* [What to work on] The listing below holds a line with "ring tip: (298, 193)" and a later line with "thumb mcp: (251, 231)". Write out those two lines and every line between them, exactly, and nothing else.

■ ■ ■ ■

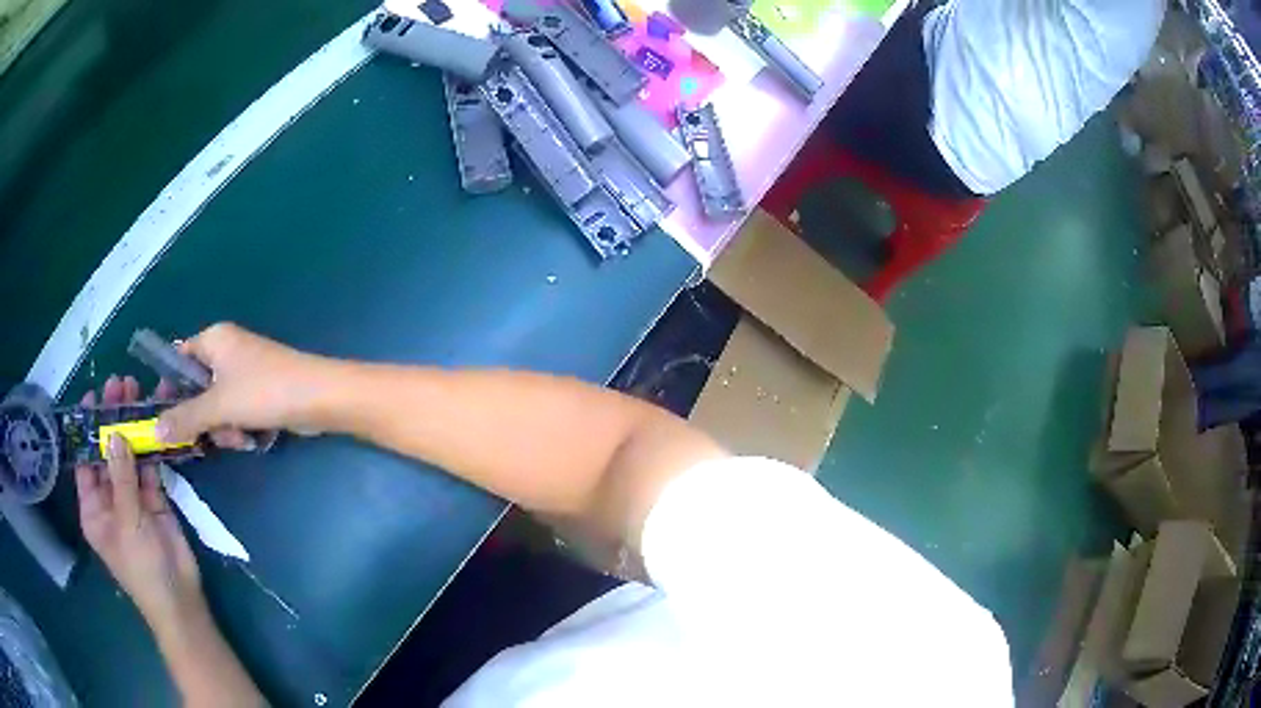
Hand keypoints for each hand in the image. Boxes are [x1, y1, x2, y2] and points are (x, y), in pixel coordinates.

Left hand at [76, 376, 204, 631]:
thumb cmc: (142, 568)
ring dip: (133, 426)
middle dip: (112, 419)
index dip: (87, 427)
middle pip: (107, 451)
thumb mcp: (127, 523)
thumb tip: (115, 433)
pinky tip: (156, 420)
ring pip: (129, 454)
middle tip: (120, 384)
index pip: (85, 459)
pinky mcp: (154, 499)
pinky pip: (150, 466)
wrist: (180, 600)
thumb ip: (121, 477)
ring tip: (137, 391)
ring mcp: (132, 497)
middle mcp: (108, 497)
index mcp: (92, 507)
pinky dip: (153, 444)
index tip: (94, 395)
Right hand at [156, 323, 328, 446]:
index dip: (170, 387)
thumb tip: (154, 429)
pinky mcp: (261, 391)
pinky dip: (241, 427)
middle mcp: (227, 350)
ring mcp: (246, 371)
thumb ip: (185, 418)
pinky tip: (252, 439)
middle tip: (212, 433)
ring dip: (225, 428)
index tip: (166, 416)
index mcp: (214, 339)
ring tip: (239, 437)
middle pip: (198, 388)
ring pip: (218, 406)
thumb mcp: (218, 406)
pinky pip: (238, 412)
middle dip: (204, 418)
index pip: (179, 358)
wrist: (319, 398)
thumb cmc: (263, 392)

■ ■ ■ ■

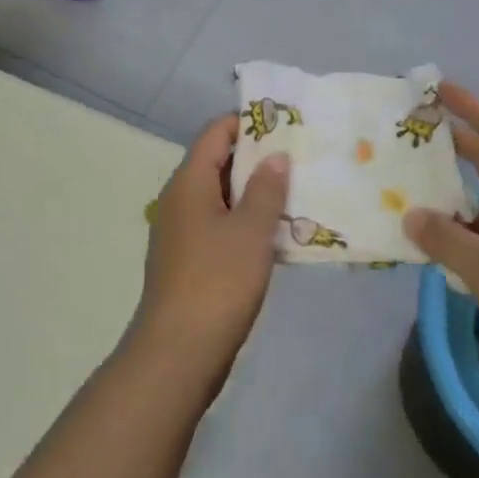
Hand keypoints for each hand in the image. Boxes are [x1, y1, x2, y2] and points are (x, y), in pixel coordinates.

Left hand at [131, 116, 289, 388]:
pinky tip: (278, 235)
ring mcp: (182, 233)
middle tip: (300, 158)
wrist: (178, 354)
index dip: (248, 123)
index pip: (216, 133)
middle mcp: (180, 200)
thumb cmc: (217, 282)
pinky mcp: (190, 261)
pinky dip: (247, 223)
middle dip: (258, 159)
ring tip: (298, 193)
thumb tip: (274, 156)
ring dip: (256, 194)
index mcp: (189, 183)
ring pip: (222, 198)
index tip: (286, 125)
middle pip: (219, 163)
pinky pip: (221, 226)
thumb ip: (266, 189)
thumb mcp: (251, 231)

■ ■ ■ ■

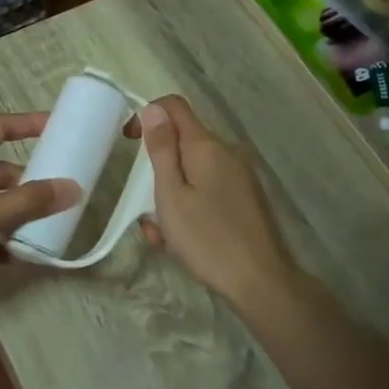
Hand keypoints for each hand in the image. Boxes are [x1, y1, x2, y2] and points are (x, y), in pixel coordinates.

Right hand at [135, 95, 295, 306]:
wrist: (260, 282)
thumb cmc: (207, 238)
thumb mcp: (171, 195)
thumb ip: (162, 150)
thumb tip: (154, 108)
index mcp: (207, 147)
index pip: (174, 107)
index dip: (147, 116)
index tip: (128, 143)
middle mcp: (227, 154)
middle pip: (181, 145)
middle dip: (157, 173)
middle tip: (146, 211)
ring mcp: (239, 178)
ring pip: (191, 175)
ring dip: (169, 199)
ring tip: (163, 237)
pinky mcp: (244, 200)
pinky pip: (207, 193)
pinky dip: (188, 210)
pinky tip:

■ ■ ■ ■

* [Result]
ring tip: (298, 193)
thumb tip: (274, 156)
ring dip: (256, 194)
index mcp: (189, 183)
ring pip: (222, 198)
index tip: (286, 125)
middle pip: (219, 163)
pinky pip: (221, 226)
thumb ip: (266, 189)
thumb mcp: (251, 231)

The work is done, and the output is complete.